POSTED January 25, 2021
The Startling Spike In Boat Ownership That Nobody Predicted
Here’s what the surge in boat ownership means for you
The COVID pandemic has seen a spike in boat ownership, as more people look to explore their local waterways instead of taking an overseas holiday.
If you’ve been to a boat ramp during a peak period recently, there’s no question that the industry is booming. The latest figures from NSW Maritime have confirmed it, with 21,367 boat licences being issued between May and December last year. That’s a 52% rise on the same period in 2019, and a lot of people being introduced to boating.
NSW Maritime also reported a 40% growth in registration transfers for secondhand boats between May and December. And people are not just buying secondhand boats, with NSW Maritime seeing a 26% rise in new vessel registrations.
We felt the effects of market demand at BoatBuy, with inquiries increasing rapidly. In response, we we grew our team by welcoming Donald Nicholson to keep up with demand, who has proved to be an invaluable addition.
But as hundreds more people snap up boats and take to NSW waterways, what does this mean for your boating experience? Here are the 3 trends we’ve seen at BoatBuy, and how they could impact on you.
Boats are selling fast
As more buyers join the world of boat ownership, we’ve seen boats in all sorts of condition start to move. Competition has heated up, with many first-time boaters looking to buy and people upgrading to bigger boats.
This has prompted old stock, and boats which aren’t in as good condition start to sell. When it comes to new boats, the story is the same. Dealers have told us they have a backlog of orders. They simply can’t get enough boats in the country quick enough to keep up with demand.
Although boats are moving fast, contributing to this spike in ownership, it’s important to keep a level head when considering a purchase.
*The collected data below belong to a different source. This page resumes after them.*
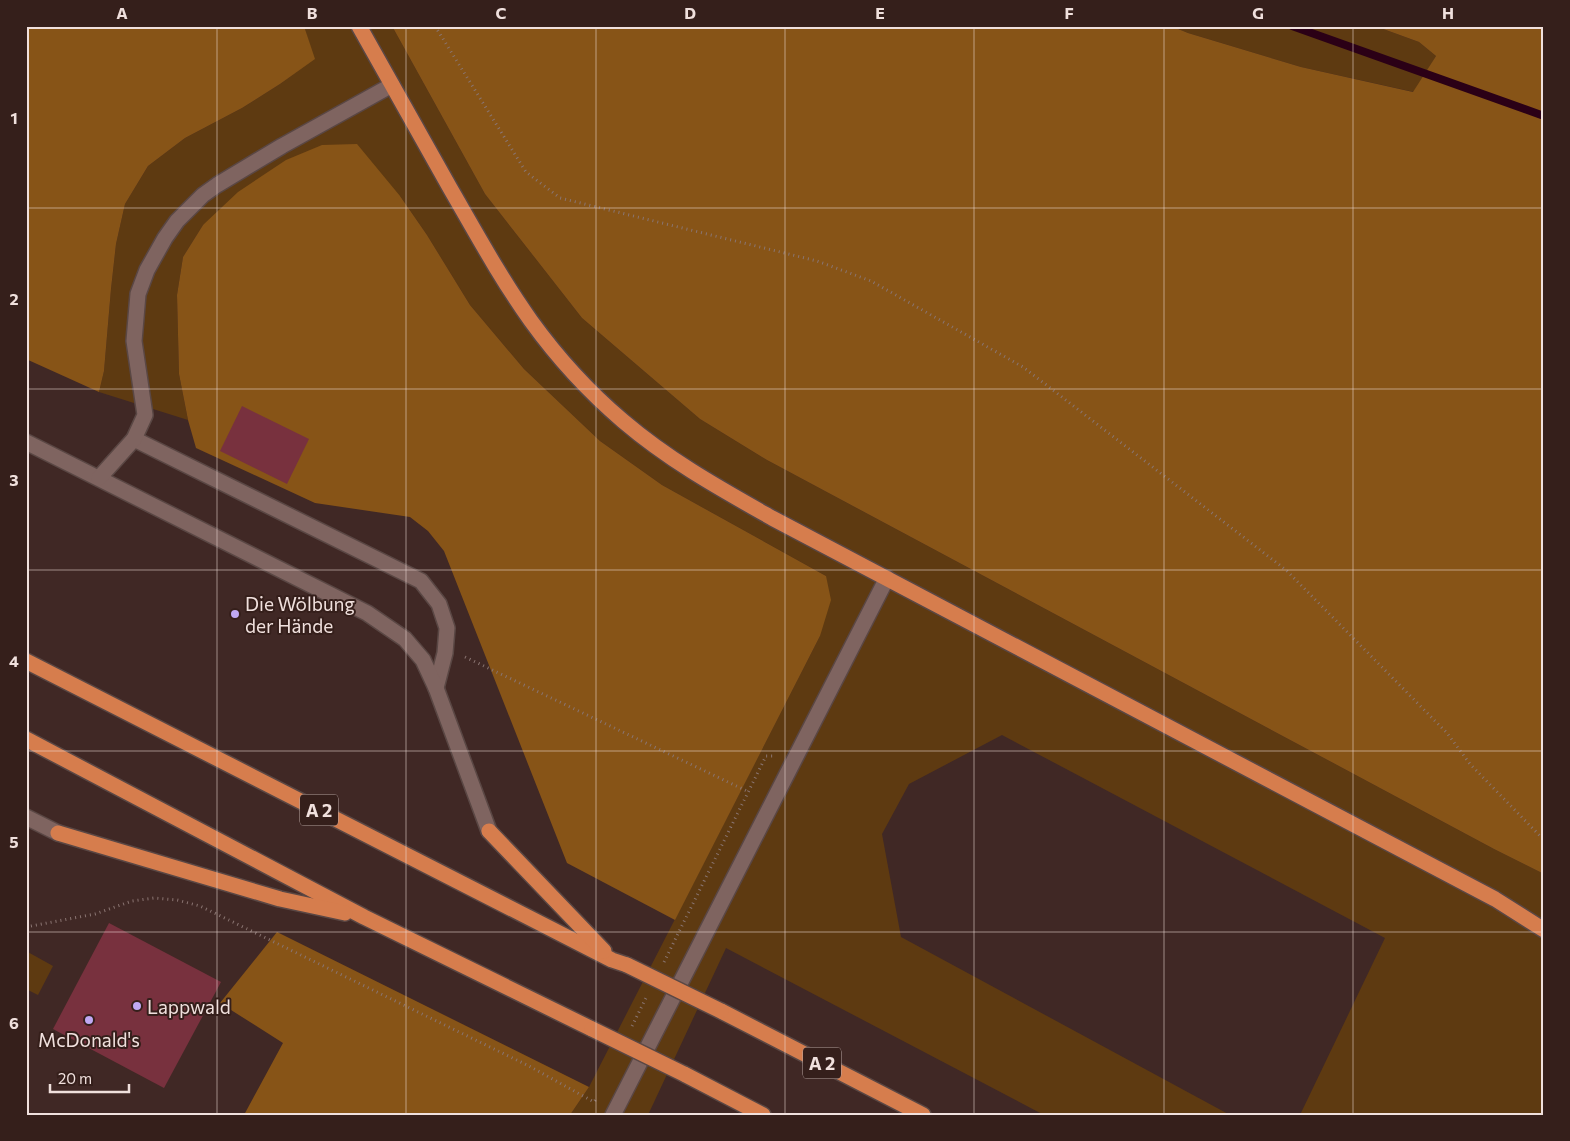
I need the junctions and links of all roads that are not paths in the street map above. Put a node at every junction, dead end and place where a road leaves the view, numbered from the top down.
1 (359, 26) edge
2 (392, 85) junction
3 (134, 439) junction
4 (26, 442) edge
5 (99, 478) junction
6 (887, 578) junction
7 (26, 661) edge
8 (436, 688) junction
9 (26, 740) edge
10 (26, 817) edge
11 (489, 831) joint
12 (58, 833) joint
13 (364, 917) junction
14 (1544, 930) edge
15 (620, 962) junction
16 (613, 1115) edge
17 (763, 1115) edge
18 (923, 1115) edge

1 - 2 highway
2 - 3 lane
2 - 6 highway
3 - 5 lane
3 - 8 lane
4 - 5 lane
5 - 8 lane
6 - 14 highway
6 - 16 lane
7 - 15 highway, A 2
8 - 11 lane
9 - 13 highway
10 - 12 lane
11 - 15 highway
12 - 13 highway
13 - 17 highway, bridge
15 - 18 highway, A 2, bridge

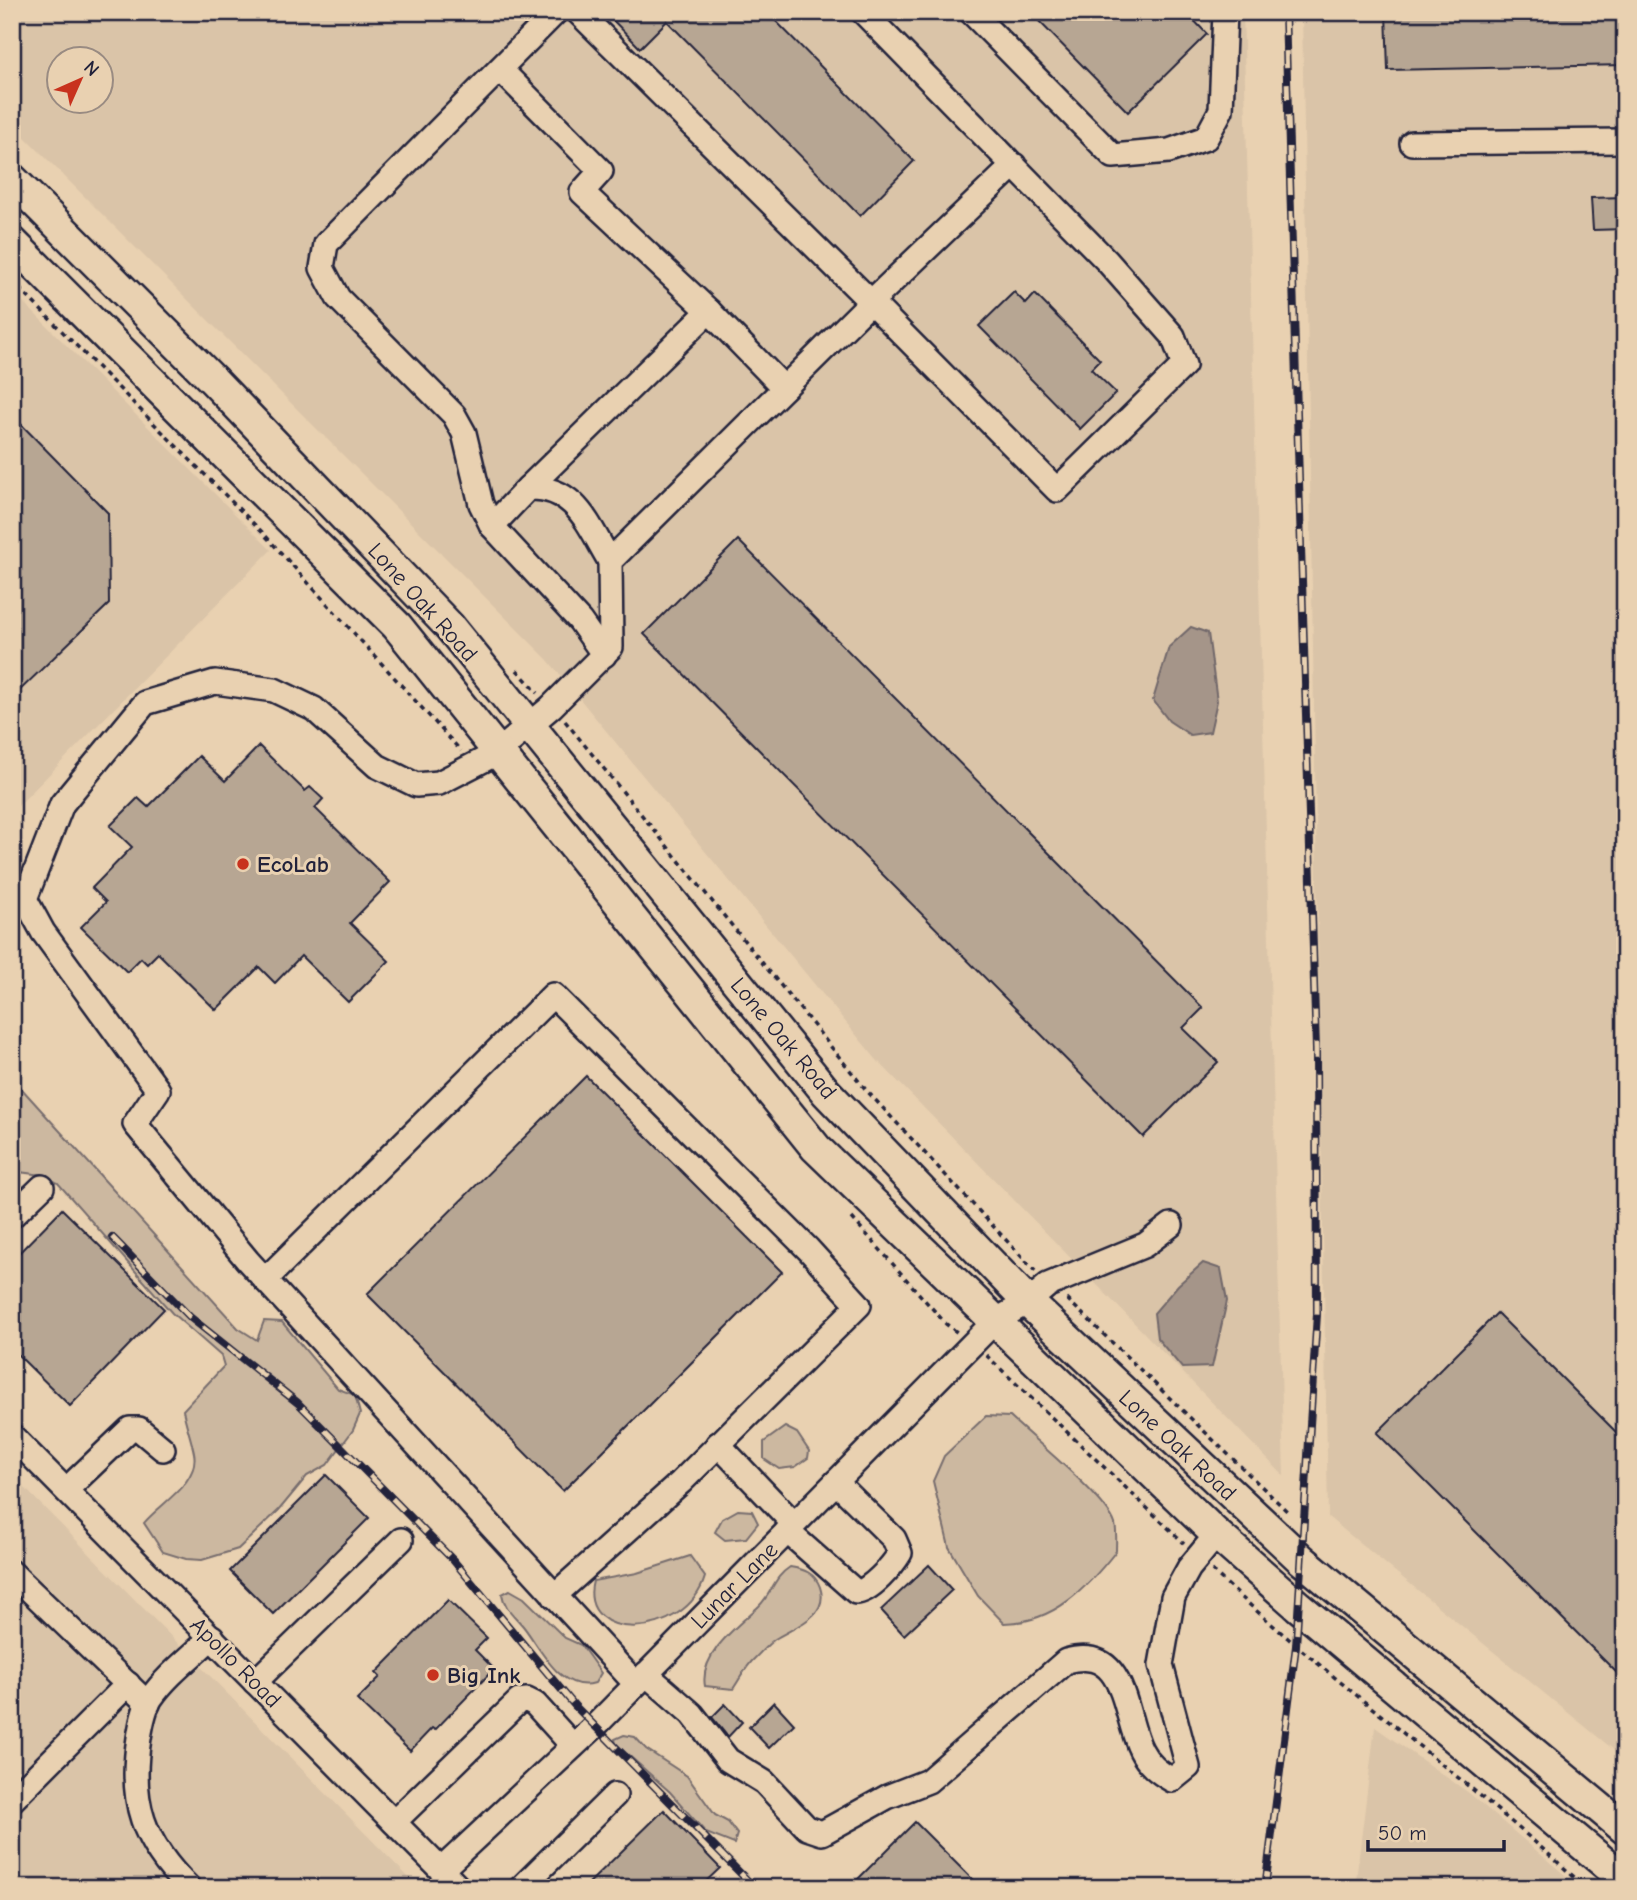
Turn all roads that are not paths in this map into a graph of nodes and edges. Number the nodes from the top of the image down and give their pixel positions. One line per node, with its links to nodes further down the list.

It will save you a lot of headaches in the long run. Make sure you do your research and that the boat is inspected thoroughly before you put your money down. This includes researching insurance. Not all new boaters realise they need an insurance survey if a vessel is living permanently in the water. In addition, most marinas won’t accept a boat without an insurance policy.
Prices are rising
This spike in boat ownership has seen more buyers on the market and a short supply of boats have pushed up prices. Since the pandemic, boats have been resold for a hefty profit. For example, we surveyed a vessel 2 years prior, and it resold this year for a 30% price increase. We also saw another vessel sold within a matter of 3 months for a tidy 10% profit. Whilst this is great for the previous owner, it’s clear we’re in a seller’s market.
We’ve also seen more boat owners hold off on selling their boats. This is to get some extra use out of it over the Christmas period, since they can’t holiday overseas. Meanwhile, others who find themselves on a waitlist to buy new boats are buying interim vessels. They plan to use them for a year or two, and then sell when their new boat arrives. All this results in less motivated sellers, which has contributed to higher prices and less stock on the market.
When you’re paying extra, you want to make sure you’re getting a quality vessel. A way to identify if a boat has been well looked after is by looking at the service history. For a comprehensive guide on how to assess the service history of used boat, download Service History Essentials.
An increase in boat users means busier waterways and more vessels to be aware of while navigating. It’s worthwhile putting some extra time into planning your day, so that you can avoid 1-2 hour waits at some boat ramps and easily locate a public mooring. Look out for newcomers who may not be aware of their wash or could do with some extra help. Remember, more people out and about is better for everyone. It means a bigger industry, with a greater variety of boats. A few pointers from an experienced boater can go a long way in improving a newcomer’s experience and helping to keep the whole industry thriving.
Whether you’re new to boating or you’d like to improve your skills, we’d highly recommend getting boat lessons. They will help your days on the boat go more smoothly and build your confidence. Insurance companies are also less likely to give you a policy if you’ve got no experience, so getting lessons can save you money on your policy. Whilst we don’t currently offer lessons, our friends at BoatWise can help with 1 on 1 tuition.
What’s next for the industry?
In an industry influenced by changing restrictions, it can be hard to pinpoint what’s coming after this initial spike in boat ownership. However, traditionally the industry operates in cycles, with demand ramping up in the lead into summer. The season usually starts after the boat show in August. Despite the show not going ahead, the season kicked off early in May, as opposed to usually ramping up in August.
Many dealers refer to the early 2000s as the industry’s peak, where they would sell a couple of boats daily. Once supply increases to meet demand, this is where I see the industry is heading.
As more people are introduced to boating and fall in love with it, they will build fond memories with their family and friends and inspire more people to get involved. This means more opportunity to get out, have a great time and grow the industry – far beyond when borders open and international travel resumes.